Task item: Find the "thumb mcp: (1161, 1192)" line in the records below and repeat it and every later line exactly, up to the last; do not include pictures.
......
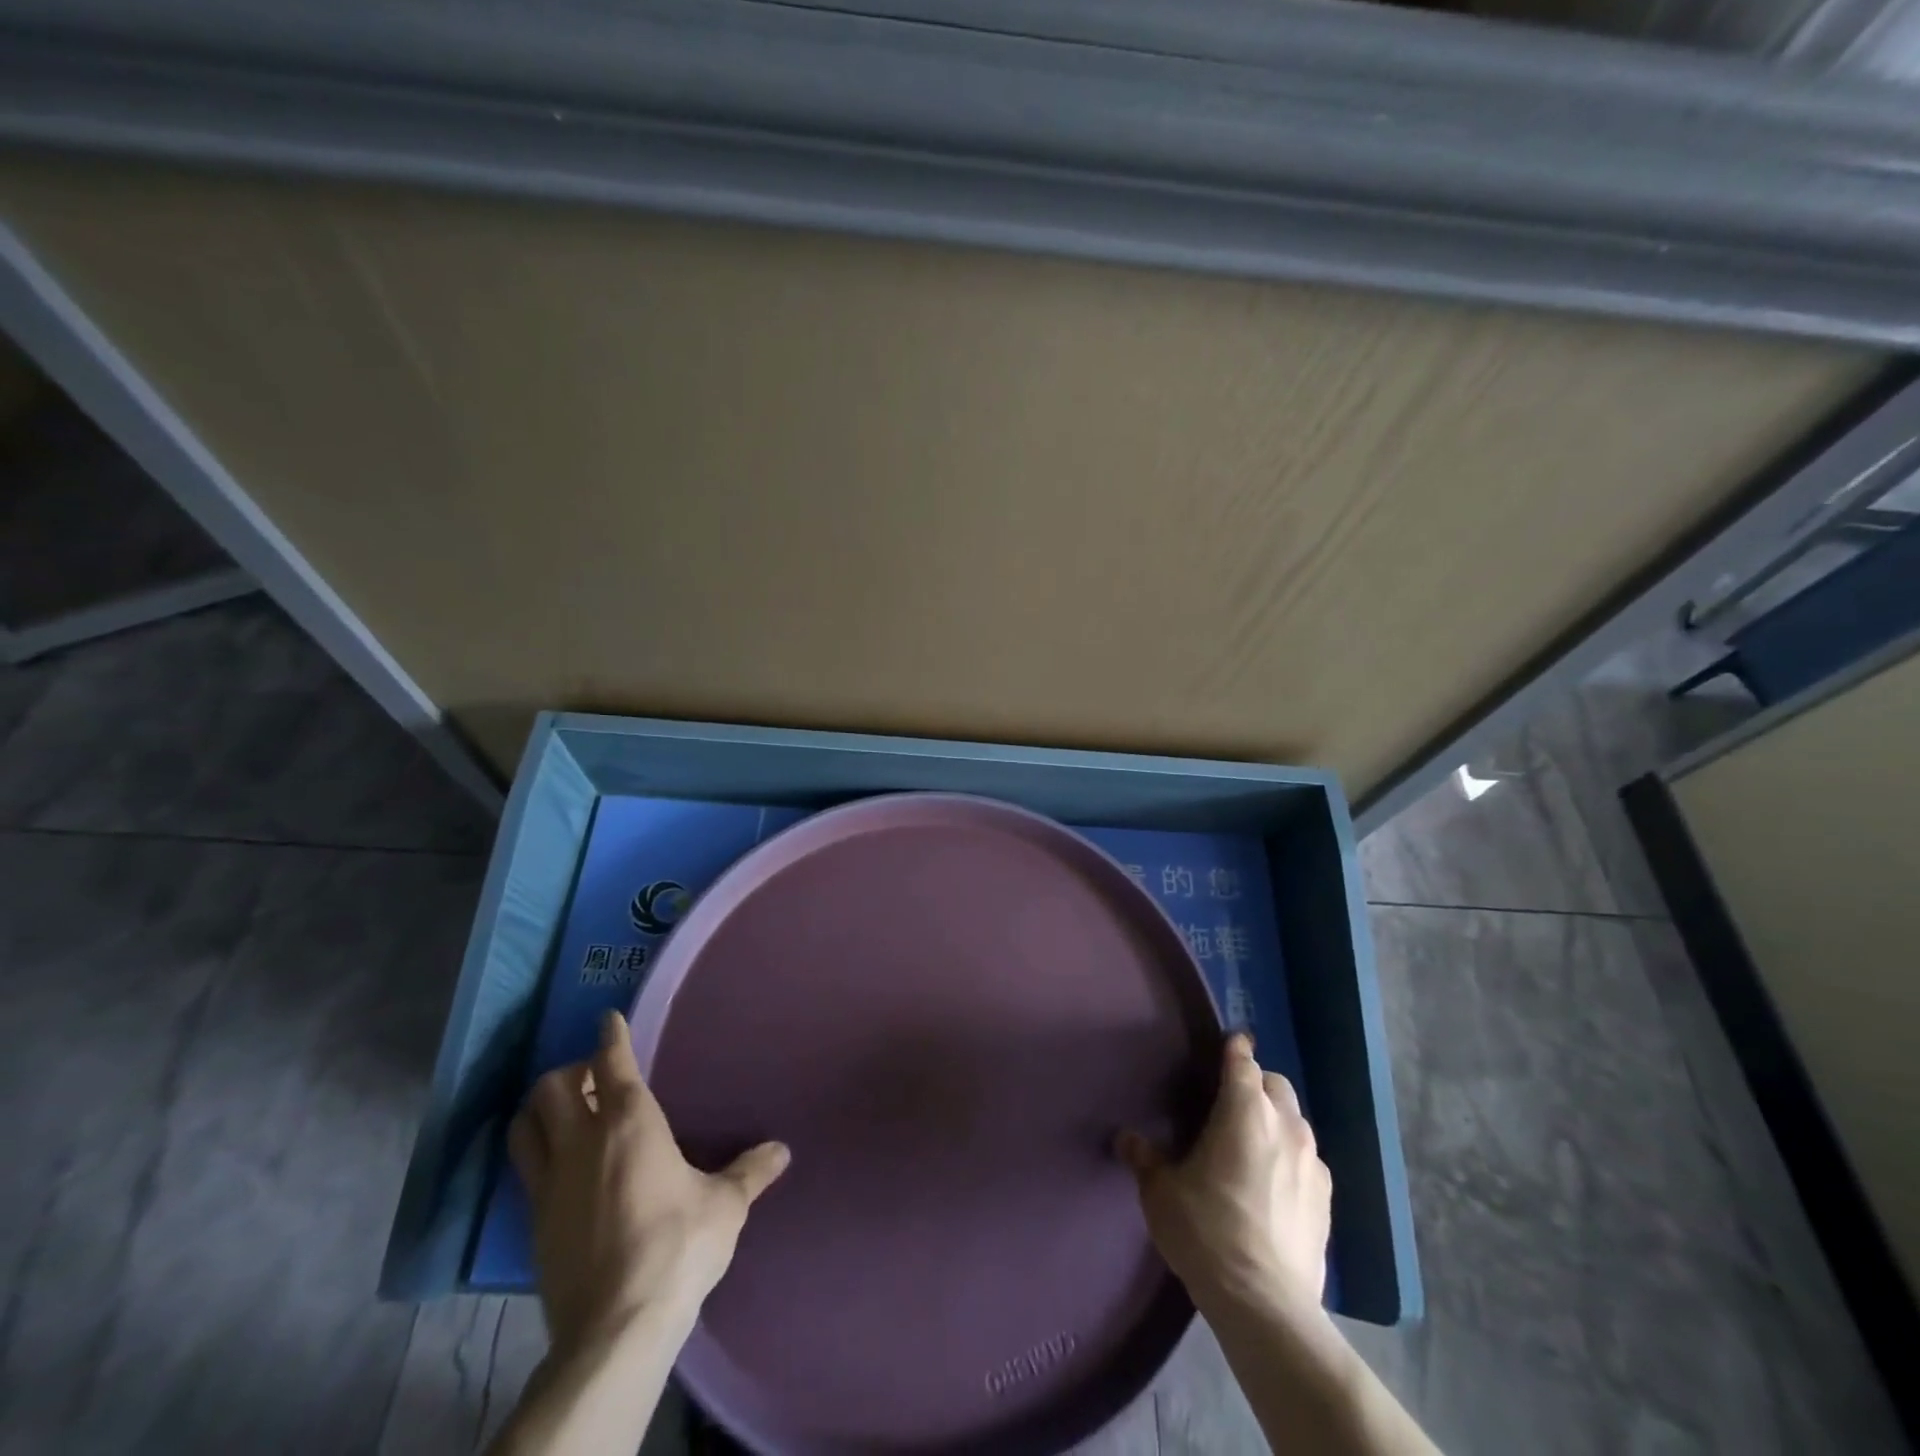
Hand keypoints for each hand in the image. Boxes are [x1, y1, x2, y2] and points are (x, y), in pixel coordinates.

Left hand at [508, 1010, 790, 1353]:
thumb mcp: (725, 1205)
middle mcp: (581, 1142)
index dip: (610, 1036)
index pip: (611, 1063)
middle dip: (569, 1073)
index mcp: (630, 1123)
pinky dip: (538, 1151)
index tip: (609, 1019)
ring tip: (567, 1114)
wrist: (616, 1328)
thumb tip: (782, 1150)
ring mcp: (549, 1183)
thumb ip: (750, 1171)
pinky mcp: (532, 1223)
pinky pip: (525, 1169)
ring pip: (525, 1126)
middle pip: (551, 1088)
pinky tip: (563, 1166)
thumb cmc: (678, 1246)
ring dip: (541, 1109)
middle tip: (594, 1080)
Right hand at [1118, 1032, 1330, 1315]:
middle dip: (1256, 1083)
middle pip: (1276, 1084)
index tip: (1225, 1045)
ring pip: (1296, 1120)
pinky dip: (1292, 1157)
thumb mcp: (1161, 1192)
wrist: (1264, 1303)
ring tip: (1252, 1143)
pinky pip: (1309, 1159)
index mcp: (1244, 1111)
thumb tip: (1125, 1138)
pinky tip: (1274, 1183)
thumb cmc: (1206, 1230)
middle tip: (1230, 1102)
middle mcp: (1285, 1125)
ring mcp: (1312, 1162)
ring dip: (1276, 1119)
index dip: (1233, 1049)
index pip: (1243, 1060)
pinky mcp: (1328, 1200)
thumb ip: (1144, 1158)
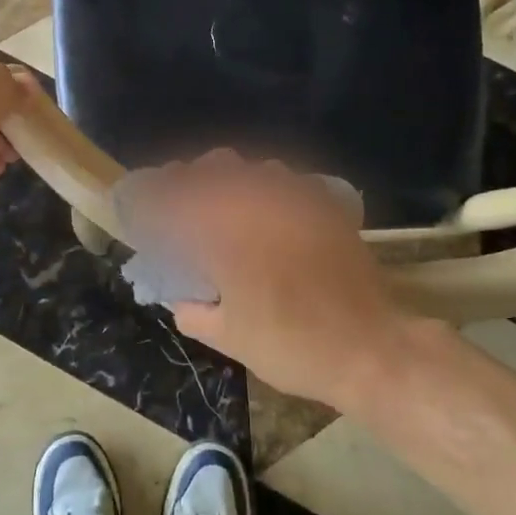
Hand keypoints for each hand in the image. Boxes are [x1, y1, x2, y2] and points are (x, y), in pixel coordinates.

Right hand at [152, 151, 416, 412]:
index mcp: (224, 233)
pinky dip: (274, 190)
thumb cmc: (291, 346)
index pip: (176, 197)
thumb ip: (195, 313)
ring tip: (232, 206)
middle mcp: (257, 203)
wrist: (368, 348)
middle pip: (214, 166)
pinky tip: (276, 213)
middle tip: (187, 204)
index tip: (147, 207)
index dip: (155, 196)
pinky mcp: (327, 205)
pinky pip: (292, 181)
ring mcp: (296, 198)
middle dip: (193, 178)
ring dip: (235, 180)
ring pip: (255, 167)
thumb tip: (181, 300)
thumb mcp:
......
Task output:
thumb mcp: (1161, 1192)
wrist: (1264, 1303)
ring tip: (1252, 1143)
pinky pip: (1309, 1159)
index mcp: (1244, 1111)
thumb tip: (1125, 1138)
pinky tip: (1274, 1183)
thumb cmc: (1206, 1230)
middle tip: (1230, 1102)
middle mcp: (1285, 1125)
ring mcp: (1312, 1162)
ring dip: (1276, 1119)
index dip: (1233, 1049)
index pip: (1243, 1060)
pinky mcp: (1328, 1200)
thumb ip: (1144, 1158)
Hand keypoints for each hand in the image. Boxes are [x1, y1, x2, y2] and points are (x, y), in pixel coordinates.

Right hand at [152, 151, 416, 412]:
index mcp: (224, 233)
pinky dip: (274, 190)
thumb cmc: (291, 346)
index pip: (176, 197)
thumb ip: (195, 313)
ring tip: (232, 206)
middle mcp: (257, 203)
wrist: (368, 348)
middle pip: (214, 166)
pinky tip: (276, 213)
middle tip: (187, 204)
index tip: (147, 207)
index dip: (155, 196)
pinky mcp: (327, 205)
pinky pip: (292, 181)
ring mcp: (296, 198)
middle dip: (193, 178)
ring dip: (235, 180)
ring pip: (255, 167)
thumb tip: (181, 300)
thumb mcp:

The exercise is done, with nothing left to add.